▶ Exercise directions
Go through the records and copy each line where the word "street" occurs.
Supplied records: Begin
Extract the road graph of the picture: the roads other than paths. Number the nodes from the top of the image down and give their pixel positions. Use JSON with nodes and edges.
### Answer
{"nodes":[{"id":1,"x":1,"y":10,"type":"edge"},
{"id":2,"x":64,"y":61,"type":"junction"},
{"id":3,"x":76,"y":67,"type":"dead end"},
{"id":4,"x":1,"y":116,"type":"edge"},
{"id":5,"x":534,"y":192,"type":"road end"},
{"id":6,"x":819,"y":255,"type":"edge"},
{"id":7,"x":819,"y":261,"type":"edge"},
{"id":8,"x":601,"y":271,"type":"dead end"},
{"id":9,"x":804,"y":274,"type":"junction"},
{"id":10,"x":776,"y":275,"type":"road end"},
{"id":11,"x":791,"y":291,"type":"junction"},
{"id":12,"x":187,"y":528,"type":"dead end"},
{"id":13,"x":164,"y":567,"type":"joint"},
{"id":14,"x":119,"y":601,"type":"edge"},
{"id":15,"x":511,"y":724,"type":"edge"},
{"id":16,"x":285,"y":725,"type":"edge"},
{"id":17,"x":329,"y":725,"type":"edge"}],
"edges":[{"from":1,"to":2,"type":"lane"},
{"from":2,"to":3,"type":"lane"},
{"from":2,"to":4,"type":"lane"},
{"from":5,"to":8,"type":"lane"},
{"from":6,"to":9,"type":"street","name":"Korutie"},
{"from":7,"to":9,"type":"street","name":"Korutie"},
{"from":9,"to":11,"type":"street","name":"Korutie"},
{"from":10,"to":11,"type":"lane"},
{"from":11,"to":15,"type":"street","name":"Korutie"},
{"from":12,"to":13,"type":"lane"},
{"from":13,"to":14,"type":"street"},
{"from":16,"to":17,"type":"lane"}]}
Supplied records: End
▶ Solution to this task
{"from":6,"to":9,"type":"street","name":"Korutie"},
{"from":7,"to":9,"type":"street","name":"Korutie"},
{"from":9,"to":11,"type":"street","name":"Korutie"},
{"from":11,"to":15,"type":"street","name":"Korutie"},
{"from":13,"to":14,"type":"street"},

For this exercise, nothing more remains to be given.